19 November 2020

Starting Dec. 1, Cybersecurity Is No Longer Optional

By KELSEY ATHERTON

ALBUQUERQUE: As the deadline nears for the first 15 contracts awarded in compliance with the new Cybersecurity Maturity Model Certification, the Pentagon made it clear that is just the beginning, saying it will probably need to certify at least 1,500 contractors and subcontractors.

“It’s trust but verify. This is the start of a new day in the Department of Defense where cybersecurity, as we’ve been saying for years is foundational for acquisitions, we’re putting our money where our mouth is. We mean it,” said Katie Arrington, CISO for the undersecretary of Defense for acquisition and sustainment. On Dec. 1, the rules come into effect for new work contracts. Adversaries who target weak security in the United States can attack both commercial and military networks, looking to steal secrets. “We’re doing it because it is so critical to our commerce, our national security.”
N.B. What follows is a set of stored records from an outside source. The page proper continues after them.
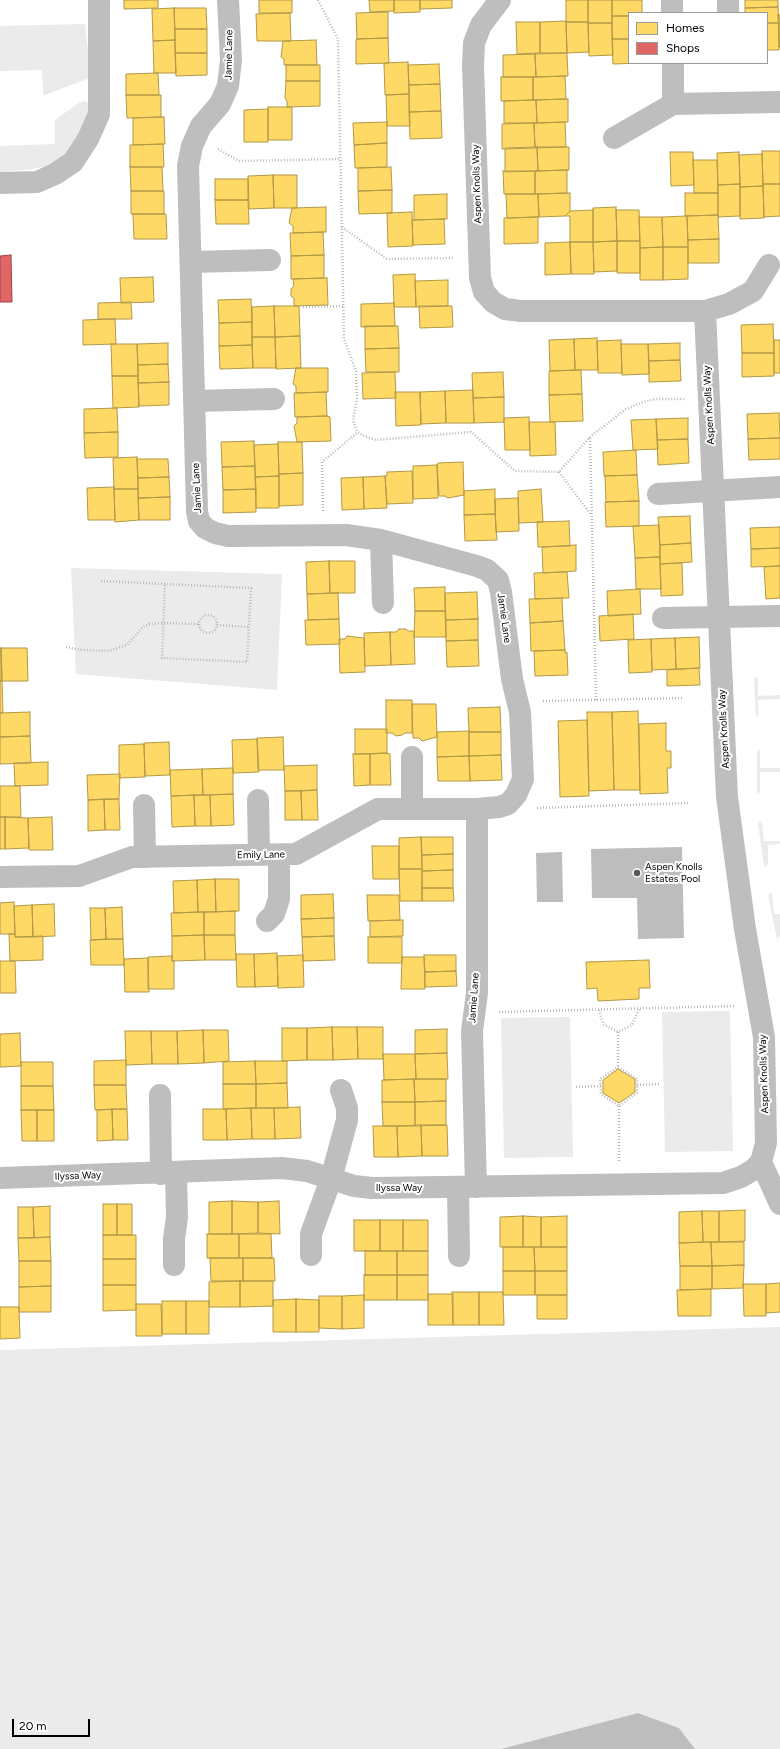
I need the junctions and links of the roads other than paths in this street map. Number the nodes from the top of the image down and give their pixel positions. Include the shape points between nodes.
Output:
1 (99, 0) edge
2 (228, 0) edge
3 (500, 0) edge
4 (672, 0) edge
5 (728, 0) edge
6 (672, 12) edge
7 (728, 12) edge
8 (673, 64) edge
9 (778, 102) dead end
10 (673, 104) junction
11 (614, 138) dead end
12 (0, 183) edge
13 (270, 260) dead end
14 (191, 262) junction
15 (769, 265) dead end
16 (705, 311) junction
17 (274, 399) dead end
18 (194, 401) junction
19 (780, 487) edge
20 (713, 490) junction
21 (658, 494) dead end
22 (381, 540) junction
23 (383, 603) dead end
24 (780, 616) edge
25 (719, 617) junction
26 (663, 618) dead end
27 (412, 757) dead end
28 (523, 780) joint
29 (258, 800) dead end
30 (144, 805) dead end
31 (412, 809) junction
32 (477, 809) junction
33 (269, 855) junction
34 (145, 857) junction
35 (0, 877) edge
36 (267, 922) dead end
37 (341, 1090) dead end
38 (160, 1095) dead end
39 (769, 1149) edge
40 (169, 1173) junction
41 (0, 1178) edge
42 (331, 1179) junction
43 (467, 1187) junction
44 (780, 1204) edge
45 (311, 1255) dead end
46 (459, 1256) dead end
47 (174, 1265) dead end

1 - 12 street via 99,114 88,139 73,162 55,174 37,182
2 - 14 street, Jamie Lane via 231,60 228,86 220,104 201,126 192,146 188,166
3 - 16 street, Aspen Knolls Way via 481,25 474,43 480,278 484,292 493,302 505,309 521,311
4 - 6 street
5 - 7 street
8 - 10 street
9 - 10 street
10 - 11 street
13 - 14 street
14 - 18 street, Jamie Lane
15 - 16 street, Aspen Knolls Way via 753,290 729,304
16 - 20 street, Aspen Knolls Way
17 - 18 street
18 - 22 street, Jamie Lane via 197,511 199,521 205,528 228,536 346,535
19 - 20 street
20 - 21 street
20 - 25 street, Aspen Knolls Way
22 - 23 street
22 - 28 street, Jamie Lane via 477,566 487,570 498,580 512,679 520,712
24 - 25 street
25 - 26 street
25 - 39 street, Aspen Knolls Way via 727,797 745,929 764,1038
27 - 31 street
28 - 32 street, Emily Lane via 520,789 508,804
29 - 33 street
30 - 34 street
31 - 32 street, Emily Lane
31 - 33 street, Emily Lane via 378,809 296,854
32 - 43 street, Jamie Lane via 477,993 472,1031
33 - 34 street, Emily Lane
33 - 36 street via 279,899 274,914
34 - 35 street, Emily Lane via 132,857 79,876
37 - 42 street via 347,1108 347,1120
38 - 40 street
39 - 43 street, Ilyssa Way via 752,1170 723,1183
39 - 44 street
40 - 41 street, Ilyssa Way
40 - 42 street, Ilyssa Way via 282,1168 307,1171
40 - 47 street via 177,1217
42 - 43 street, Ilyssa Way via 372,1188
42 - 45 street via 311,1234
43 - 46 street, Jamie Lane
Arrington said she and her team are pushing straight ahead: “The CMMC is going to continue. We are not stopping. We haven’t let up on the gas, we are rapidly rolling through mere days until the interim rule becomes effective.”
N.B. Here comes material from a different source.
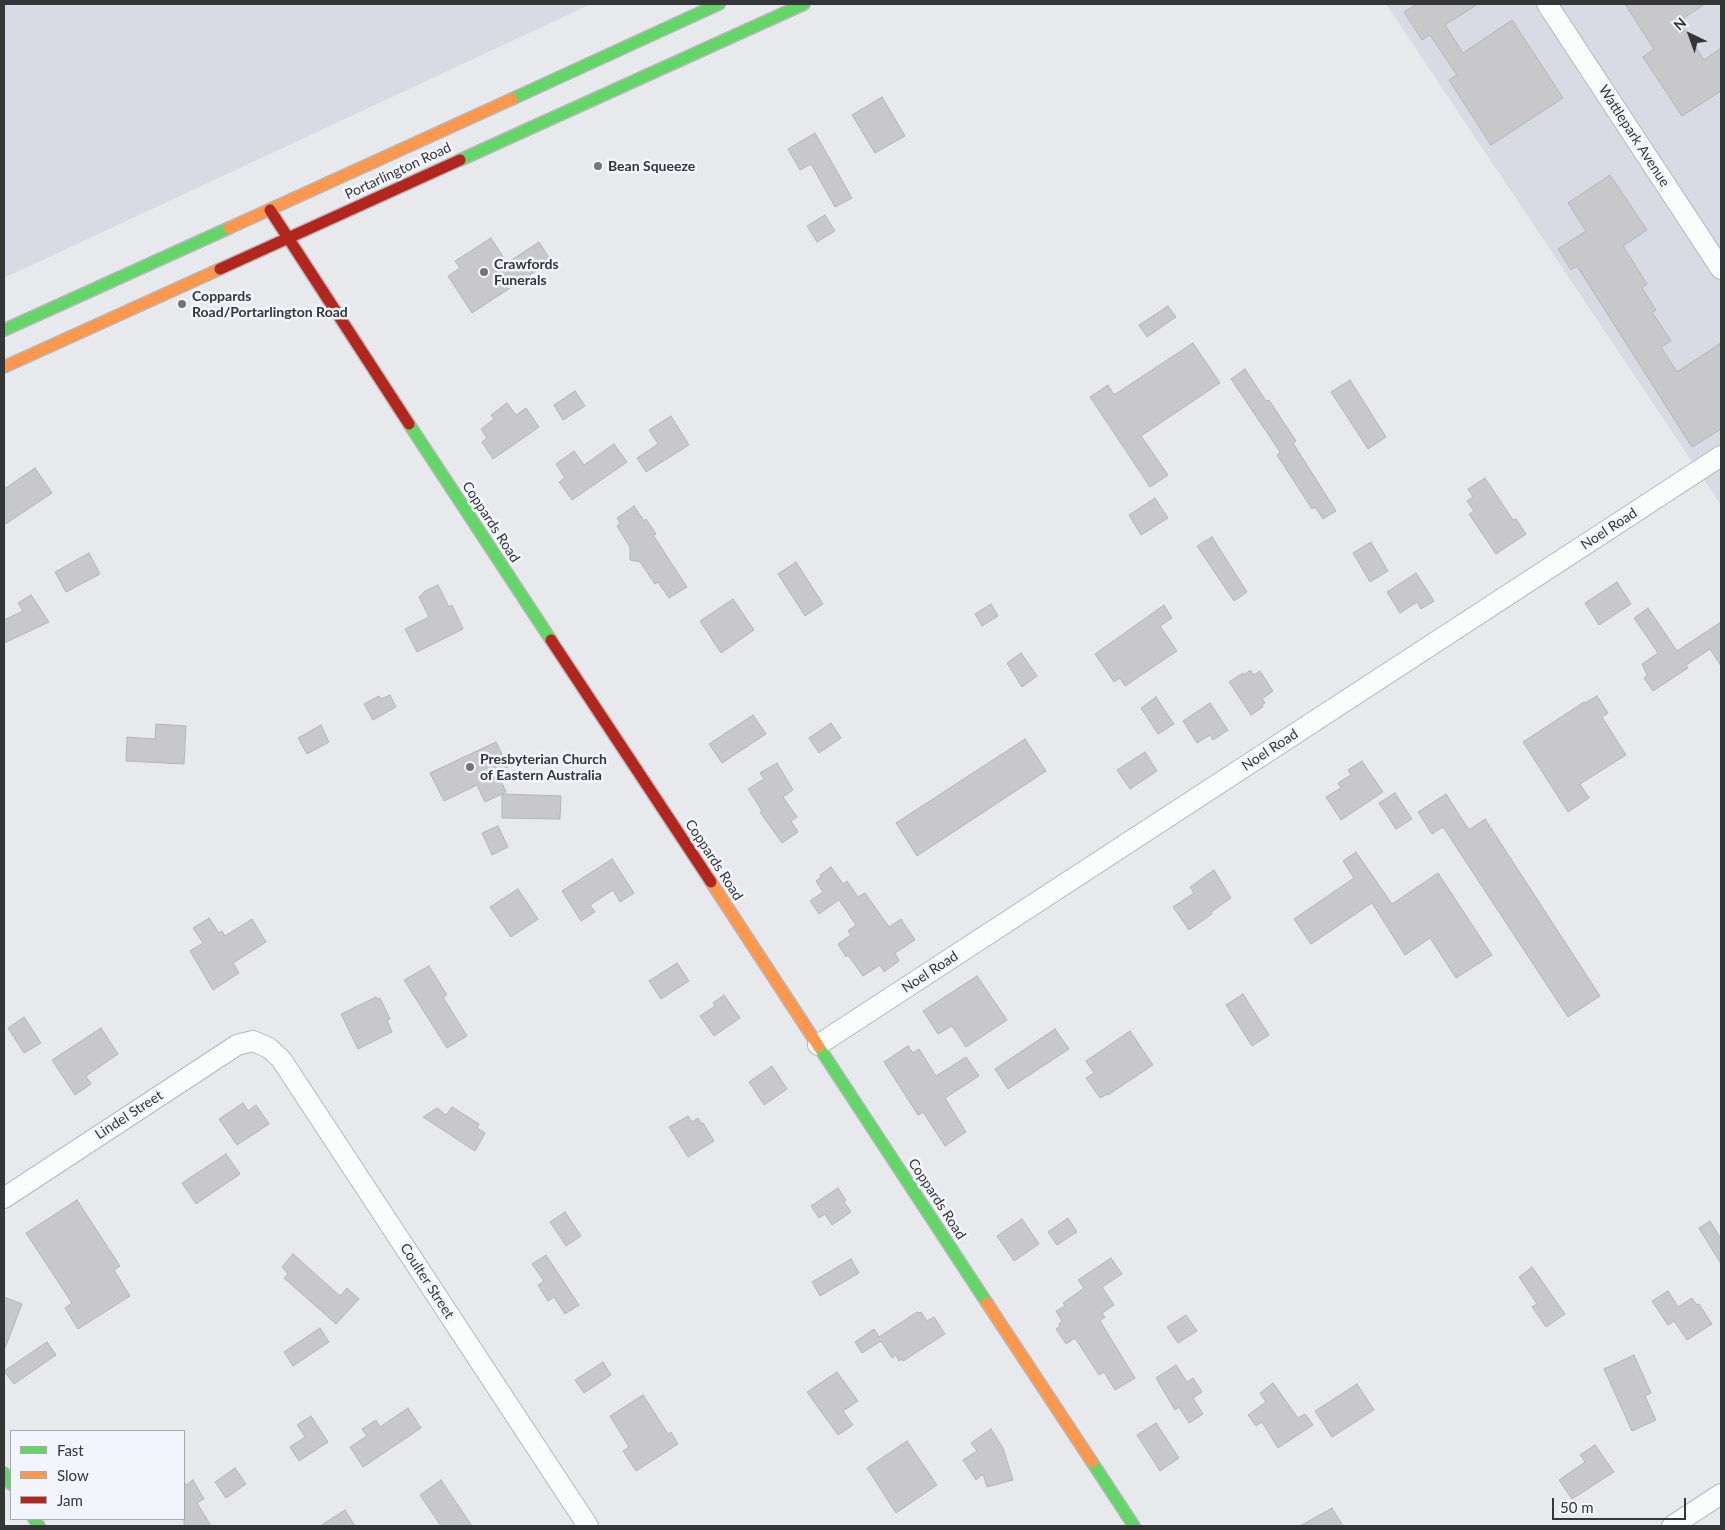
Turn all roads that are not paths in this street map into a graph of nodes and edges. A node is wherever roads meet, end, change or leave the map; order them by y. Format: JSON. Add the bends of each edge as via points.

Her remarks came as part of an event put on by INSA. Taking center stage was the imminent implementation of the new contracting rules mandating cybersecurity, designed to guarantee baselines of competence and adherence to NIST and DoD standards throughout the workforce.

“As soon as the interim rule goes final, we are getting ready to release names of the pilot programs we are launching in 2021, it’s 15 contracts” said Arrington. Those first 15 contracts will start the shift to new, verifiable cybersecurity among contractors. A total of at least 1500 contractors and subcontractors are expected to work on those first projects, and each will need to be certified to do the work.
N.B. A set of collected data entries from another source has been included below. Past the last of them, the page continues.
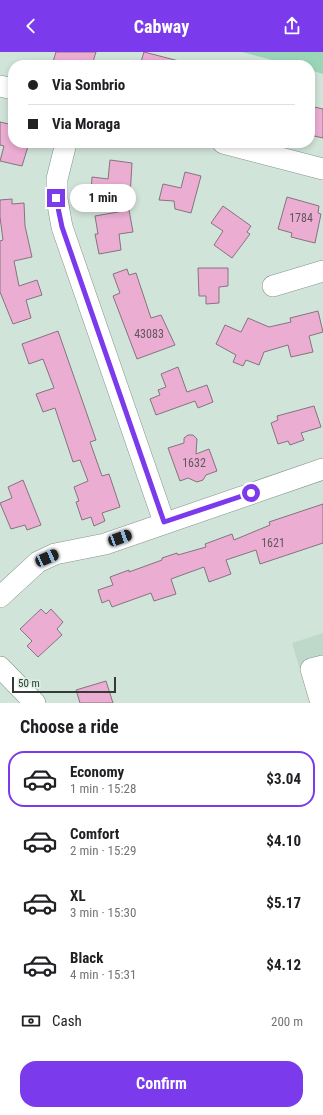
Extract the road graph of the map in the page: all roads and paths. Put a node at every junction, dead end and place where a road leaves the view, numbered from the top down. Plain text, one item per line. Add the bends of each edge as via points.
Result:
1 (65, 148) edge
2 (242, 148) edge
3 (323, 169) edge
4 (323, 271) edge
5 (273, 286) dead end
6 (323, 469) edge
7 (164, 522) junction
8 (0, 597) edge
9 (323, 666) edge
10 (0, 667) edge
11 (35, 703) edge
12 (321, 703) edge

1 - 7 street via 56,198 62,227
2 - 3 street
4 - 5 street
6 - 7 street
7 - 8 street via 105,544 56,554 38,562
9 - 12 street via 311,669
10 - 11 street

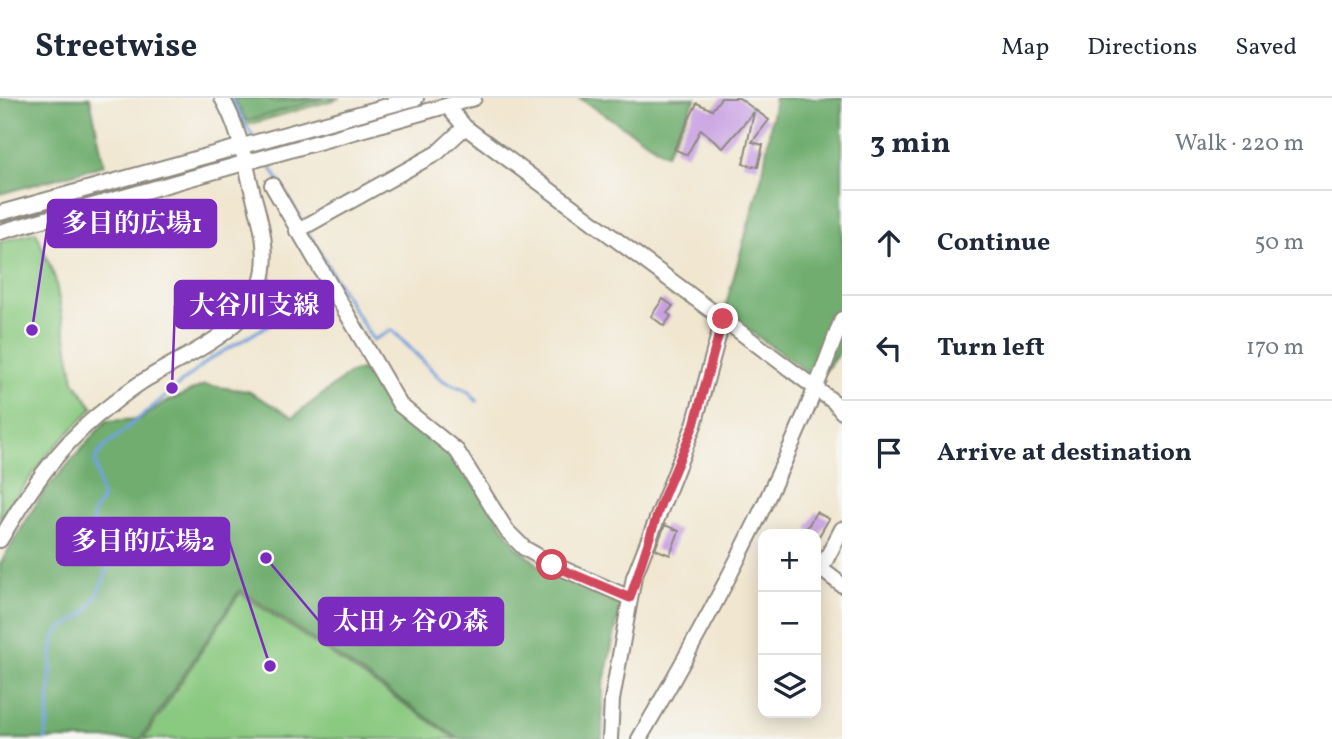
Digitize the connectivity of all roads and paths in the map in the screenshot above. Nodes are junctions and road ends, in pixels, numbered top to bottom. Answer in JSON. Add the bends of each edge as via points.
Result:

Those contracts are going to be spread out across the services, as well as commands such as Transcom and Cyber Command, and parts of the so-called Fourth Estate, like the Missile Defense Agency. The contracts range in size and complication; certification will take place over the course of fiscal 2021.

Under previous recommendations, it was enough for a company to meet some of the 110 NIST benchmark standards, so long as they claimed they were working towards compliance with the rest. That meant companies could compete for contracts without having to prove compliance.

“CMMC is going to be a go/no-go decision. When audited, you’re either level 1 or not,” said Arrington. The goal is a process that makes source selection equal for all companies that actually comply with the security they claim to offer. This way, the Pentagon can automatically price security into contracts, as considering a cheaper option that is not yet compliant will no longer be possible.

For contracts that specify a high level of compliance in primes, CMMC rules mean contracts will outline if subcontractors need to meet the same level of compliance, or if they can be entrusted with a lower level of compliance as they will not be handling sensitive information.

A cybersecurity regime built on verification means that the Pentagon can finally stop contracting with companies that leave vulnerabilities unfixed for years after patches are available. Voluntary compliance left these weaknesses in place, simple errors that threaten the whole of the supply chain.

“People are not changing passwords, not implementing two factor, not labeling documents appropriately. We are causing harm to our supply chain by not doing these,” said Arrington. Any company that continues to behave in this manner is not likely to get Pentagon contracts in the future.